Post
Topic
Board Altcoin Discussion
Re: DECENTRALIZED crypto currency (including Bitcoin) is a delusion (any solutions?)
by
enet
on 18/01/2016, 10:20:44 UTC
Blockchains doesn't mean that all nodes agree on a total order of events. It means consensus on partial order of events.

And if you allowed only one transaction per block?

edit: The partial ordering can only be within one single block, and the total ordering is of all blocks, so if you have only one transaction per block, doesn't it follow that you have a total ordering of transactions?

Blockchains allow for partial order and eventual consistency. Not all nodes agree on everything. In particular in Bitcoin they don't agree whether transaction A happened before transaction B (total order of events). Double spend problem means one can order transaction in packages called blocks. Blockchains implement partial order of events. That's also why script is Turing non complete.

More formally, one can sort transactions (or events or messages) by time the way Lamport did. So its mathematically a partially ordered set, i.e. a relation of a set of events (transactions are events or messages). The relation can deliver an answer for 2 events A and B and determine whether event A happened strictly before, strictly after, or roughly at the same time (in one block). What makes it even more complicated is that Bitcoin has a statistical distribution. The longer in the past A and B the more sure one is, since more nodes have confirmed it.

To have a total order of events, I think nobody has even an approximation. Two nodes will always disagree on total order, the same way two people in the same room will always see something different if they are in different locations. But they might agree enough.

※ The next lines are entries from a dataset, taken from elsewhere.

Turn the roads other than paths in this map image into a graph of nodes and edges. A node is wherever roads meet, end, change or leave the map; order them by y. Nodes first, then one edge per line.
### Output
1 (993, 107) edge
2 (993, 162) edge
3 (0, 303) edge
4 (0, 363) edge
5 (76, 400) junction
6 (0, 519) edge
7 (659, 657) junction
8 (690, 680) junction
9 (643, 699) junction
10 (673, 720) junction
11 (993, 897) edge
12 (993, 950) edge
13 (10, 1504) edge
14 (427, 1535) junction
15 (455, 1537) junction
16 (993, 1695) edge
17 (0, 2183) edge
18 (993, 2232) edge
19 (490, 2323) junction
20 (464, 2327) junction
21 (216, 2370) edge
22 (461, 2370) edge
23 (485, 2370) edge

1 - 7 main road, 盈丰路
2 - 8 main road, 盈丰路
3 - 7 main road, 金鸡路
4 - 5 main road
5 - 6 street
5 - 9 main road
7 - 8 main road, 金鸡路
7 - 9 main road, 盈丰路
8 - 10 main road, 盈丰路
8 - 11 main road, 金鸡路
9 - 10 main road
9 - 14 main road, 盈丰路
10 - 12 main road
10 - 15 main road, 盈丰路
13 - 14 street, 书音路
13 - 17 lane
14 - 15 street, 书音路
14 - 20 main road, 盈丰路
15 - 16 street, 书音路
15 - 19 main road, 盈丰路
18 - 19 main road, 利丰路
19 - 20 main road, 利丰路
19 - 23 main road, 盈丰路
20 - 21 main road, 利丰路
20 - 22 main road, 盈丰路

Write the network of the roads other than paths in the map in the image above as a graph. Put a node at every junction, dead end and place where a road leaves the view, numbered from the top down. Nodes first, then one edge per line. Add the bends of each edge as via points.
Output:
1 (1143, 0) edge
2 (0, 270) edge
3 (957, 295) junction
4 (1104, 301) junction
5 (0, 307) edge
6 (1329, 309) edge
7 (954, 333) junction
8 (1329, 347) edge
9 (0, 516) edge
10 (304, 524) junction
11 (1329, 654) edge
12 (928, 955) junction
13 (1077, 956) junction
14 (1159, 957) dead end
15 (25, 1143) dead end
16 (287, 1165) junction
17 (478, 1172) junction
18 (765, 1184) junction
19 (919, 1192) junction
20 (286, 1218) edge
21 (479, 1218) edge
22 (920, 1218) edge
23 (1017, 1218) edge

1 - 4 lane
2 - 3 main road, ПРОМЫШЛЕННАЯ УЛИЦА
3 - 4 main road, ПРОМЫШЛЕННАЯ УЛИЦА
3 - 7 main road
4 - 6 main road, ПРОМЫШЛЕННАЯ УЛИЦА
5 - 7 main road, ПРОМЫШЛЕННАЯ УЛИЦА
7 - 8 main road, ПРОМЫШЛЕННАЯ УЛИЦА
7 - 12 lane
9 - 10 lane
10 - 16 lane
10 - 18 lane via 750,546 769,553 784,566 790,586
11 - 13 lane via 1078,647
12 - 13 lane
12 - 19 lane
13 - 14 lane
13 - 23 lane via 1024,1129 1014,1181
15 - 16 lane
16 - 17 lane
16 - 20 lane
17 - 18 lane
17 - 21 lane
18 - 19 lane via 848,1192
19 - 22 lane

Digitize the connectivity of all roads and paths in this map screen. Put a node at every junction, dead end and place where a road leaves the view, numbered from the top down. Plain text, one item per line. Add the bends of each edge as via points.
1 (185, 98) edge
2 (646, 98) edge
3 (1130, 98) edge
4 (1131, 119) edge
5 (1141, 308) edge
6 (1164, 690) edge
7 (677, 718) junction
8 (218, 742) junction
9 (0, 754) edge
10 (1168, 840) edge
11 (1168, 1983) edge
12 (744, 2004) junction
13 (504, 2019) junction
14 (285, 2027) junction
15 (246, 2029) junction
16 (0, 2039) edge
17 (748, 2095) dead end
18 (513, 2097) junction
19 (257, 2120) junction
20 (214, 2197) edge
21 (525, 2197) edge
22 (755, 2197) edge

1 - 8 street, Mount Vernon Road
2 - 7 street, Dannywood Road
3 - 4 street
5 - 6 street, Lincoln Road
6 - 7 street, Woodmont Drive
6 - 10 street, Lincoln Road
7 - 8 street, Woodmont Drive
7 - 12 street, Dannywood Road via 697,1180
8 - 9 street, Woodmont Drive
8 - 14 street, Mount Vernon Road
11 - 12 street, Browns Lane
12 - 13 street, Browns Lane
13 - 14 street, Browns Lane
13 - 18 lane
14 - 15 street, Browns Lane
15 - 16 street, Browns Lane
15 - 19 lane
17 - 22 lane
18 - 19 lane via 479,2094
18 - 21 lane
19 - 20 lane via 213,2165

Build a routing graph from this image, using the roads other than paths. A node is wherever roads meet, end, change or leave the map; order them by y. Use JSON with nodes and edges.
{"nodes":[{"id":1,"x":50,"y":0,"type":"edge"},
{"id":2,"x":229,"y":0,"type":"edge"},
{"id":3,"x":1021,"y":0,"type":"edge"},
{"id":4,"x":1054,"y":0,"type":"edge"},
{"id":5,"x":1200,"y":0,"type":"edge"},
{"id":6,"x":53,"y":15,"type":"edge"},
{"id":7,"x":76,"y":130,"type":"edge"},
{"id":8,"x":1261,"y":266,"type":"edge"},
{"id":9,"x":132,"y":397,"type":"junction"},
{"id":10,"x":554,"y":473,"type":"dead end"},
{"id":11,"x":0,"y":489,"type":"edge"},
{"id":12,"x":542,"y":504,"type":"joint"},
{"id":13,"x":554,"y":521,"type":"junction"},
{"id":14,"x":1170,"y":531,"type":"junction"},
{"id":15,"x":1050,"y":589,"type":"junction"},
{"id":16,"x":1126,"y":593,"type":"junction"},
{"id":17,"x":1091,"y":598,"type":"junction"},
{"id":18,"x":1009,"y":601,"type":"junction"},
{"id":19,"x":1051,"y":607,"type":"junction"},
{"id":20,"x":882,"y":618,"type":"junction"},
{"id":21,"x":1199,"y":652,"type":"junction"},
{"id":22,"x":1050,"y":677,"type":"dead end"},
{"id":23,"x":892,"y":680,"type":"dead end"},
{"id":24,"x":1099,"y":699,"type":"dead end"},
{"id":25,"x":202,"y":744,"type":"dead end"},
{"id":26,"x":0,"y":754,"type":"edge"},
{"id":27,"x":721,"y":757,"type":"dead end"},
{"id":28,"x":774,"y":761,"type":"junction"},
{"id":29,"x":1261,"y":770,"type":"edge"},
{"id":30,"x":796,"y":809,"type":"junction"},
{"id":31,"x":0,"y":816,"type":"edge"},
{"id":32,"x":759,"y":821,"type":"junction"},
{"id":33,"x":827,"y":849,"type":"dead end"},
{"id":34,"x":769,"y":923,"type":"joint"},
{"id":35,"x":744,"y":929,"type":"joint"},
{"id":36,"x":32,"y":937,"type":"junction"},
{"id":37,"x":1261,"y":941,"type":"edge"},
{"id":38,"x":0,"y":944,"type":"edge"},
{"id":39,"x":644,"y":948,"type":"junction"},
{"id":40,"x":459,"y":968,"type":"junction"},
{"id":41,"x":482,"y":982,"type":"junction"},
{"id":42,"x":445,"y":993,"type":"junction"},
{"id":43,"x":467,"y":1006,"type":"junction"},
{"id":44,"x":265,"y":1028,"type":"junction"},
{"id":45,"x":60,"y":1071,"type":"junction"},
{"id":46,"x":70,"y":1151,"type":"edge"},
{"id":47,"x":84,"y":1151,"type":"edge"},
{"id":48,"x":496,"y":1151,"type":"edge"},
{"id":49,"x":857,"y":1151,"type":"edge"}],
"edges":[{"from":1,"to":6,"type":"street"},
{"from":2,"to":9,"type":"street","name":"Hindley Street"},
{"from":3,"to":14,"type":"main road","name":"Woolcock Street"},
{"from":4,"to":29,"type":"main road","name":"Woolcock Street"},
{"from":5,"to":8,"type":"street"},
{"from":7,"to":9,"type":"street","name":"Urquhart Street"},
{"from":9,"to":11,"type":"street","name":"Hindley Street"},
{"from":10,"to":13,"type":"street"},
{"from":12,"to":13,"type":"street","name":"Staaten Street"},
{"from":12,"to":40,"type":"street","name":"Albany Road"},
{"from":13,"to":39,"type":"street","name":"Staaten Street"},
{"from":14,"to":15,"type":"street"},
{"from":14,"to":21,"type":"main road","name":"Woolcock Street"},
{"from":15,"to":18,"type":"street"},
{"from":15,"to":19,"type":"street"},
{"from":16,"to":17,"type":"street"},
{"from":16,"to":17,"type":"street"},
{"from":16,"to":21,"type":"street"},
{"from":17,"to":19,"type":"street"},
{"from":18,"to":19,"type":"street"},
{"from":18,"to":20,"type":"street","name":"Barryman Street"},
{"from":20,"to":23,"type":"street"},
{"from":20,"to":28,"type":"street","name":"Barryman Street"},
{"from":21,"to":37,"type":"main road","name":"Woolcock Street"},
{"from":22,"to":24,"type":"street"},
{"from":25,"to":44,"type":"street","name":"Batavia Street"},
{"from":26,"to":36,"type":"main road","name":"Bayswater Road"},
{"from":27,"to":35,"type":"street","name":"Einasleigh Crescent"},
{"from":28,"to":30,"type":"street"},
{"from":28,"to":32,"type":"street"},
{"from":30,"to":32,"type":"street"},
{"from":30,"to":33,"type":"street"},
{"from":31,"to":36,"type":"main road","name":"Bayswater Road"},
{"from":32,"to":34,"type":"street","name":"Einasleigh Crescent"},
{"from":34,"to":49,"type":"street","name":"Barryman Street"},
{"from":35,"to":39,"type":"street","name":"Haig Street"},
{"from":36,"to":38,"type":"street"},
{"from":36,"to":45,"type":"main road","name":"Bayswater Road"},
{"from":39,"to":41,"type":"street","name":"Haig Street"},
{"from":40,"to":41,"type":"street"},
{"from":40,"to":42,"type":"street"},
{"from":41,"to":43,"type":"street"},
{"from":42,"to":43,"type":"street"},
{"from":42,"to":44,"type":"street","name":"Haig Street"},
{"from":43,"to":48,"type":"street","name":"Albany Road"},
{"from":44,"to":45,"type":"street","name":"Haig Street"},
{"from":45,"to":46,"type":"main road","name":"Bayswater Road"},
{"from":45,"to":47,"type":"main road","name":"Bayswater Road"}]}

I don't think one transaction per block would solve that problem. I believe its impossible to implement total order or anything like it, without a actually distributed timestamp mechanism. One can imagine a system where all computers connected to the Internet at the carrier level also have a timestamp protocol. If carriers are trustworthy (a very big ask), then everyone could look up the timestamp for a message. TCP/IP packets are not timestamped on top level and no entity on the Internet holds a history of events on the protocol level (everything refers to only the current state).